A person familiar with the situation confirmed Murrell was the arrested man. Broadcasters showed footage of a large police tent and screens erected outside Sturgeon and Murrell’s home in Glasgow. Officers were also filmed entering the SNP headquarters in Edinburgh and leaving with large evidence bags.
Police have been investigating the SNP since 2021 after receiving complaints related to donations to the party. Donors claimed money given during independence referendum fundraising appeals in 2017 and 2019 were spent by the party on other things.
The SNP had suggested that more than £600,000 raised through the special appeals was “ringfenced” for a referendum campaign, but filings to the Electoral Commission, the independent watchdog, showed that at the end of 2019 the party had less than £100,000 in cash and cash equivalents.
The party has also faced questions about a £107,620 loan Murrell made to the party in 2021 “for working capital purposes”. The loan was not declared by the party to the Electoral Commission until more than a year later, a breach of election finance rules.

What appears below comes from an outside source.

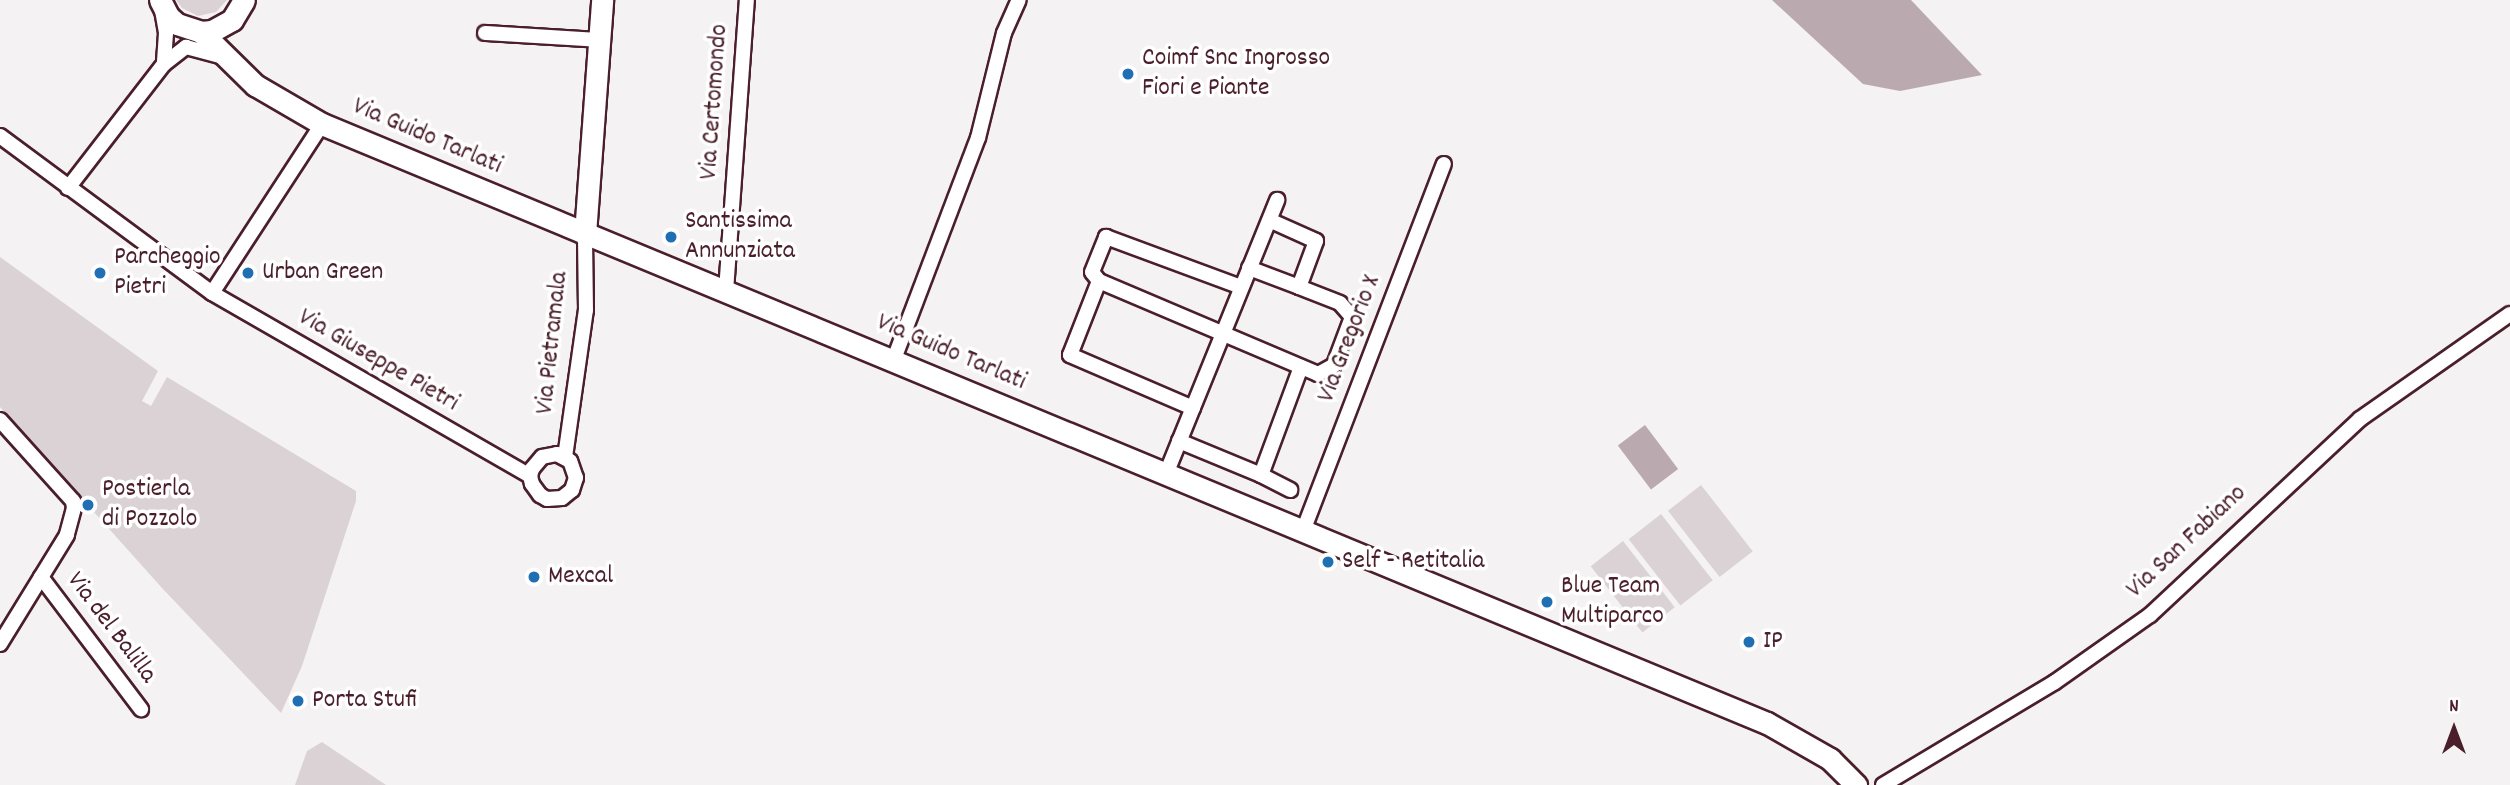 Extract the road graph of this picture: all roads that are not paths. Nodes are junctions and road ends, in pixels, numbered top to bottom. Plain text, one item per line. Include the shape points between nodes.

The arrest is likely to increase pressure on Humza Yousaf, who was elected SNP leader and Scotland’s new first minister last week, to reform the party. Yousaf became Sturgeon’s successor after a campaign that pitched him largely as a continuity candidate, but has said he wants to revamp its internal governance and widen decision-making.
“Of course the police investigation and the news this morning is challenging, is difficult, I’m not going to pretend otherwise,” Yousaf told the BBC. But he said it would not undermine Sturgeon’s legacy on issues such as child poverty and that he had begun seeking to understand SNP finances and improve governance and transparency.
Asked if the action against her husband could be the real reason Sturgeon resigned, Yousaf said he believed “absolutely” the former first minister’s explanation that she had decided she had taken the party as far as she could and was exhausted after the coronavirus pandemic.
Scottish Labour deputy leader Jackie Baillie said the arrest was a “deeply concerning development”.
“For too long, a culture of secrecy and cover-up has been allowed to fester at the heart of the SNP,” Baillie said. “We need Humza Yousaf and Nicola Sturgeon to urgently state what they knew and when.”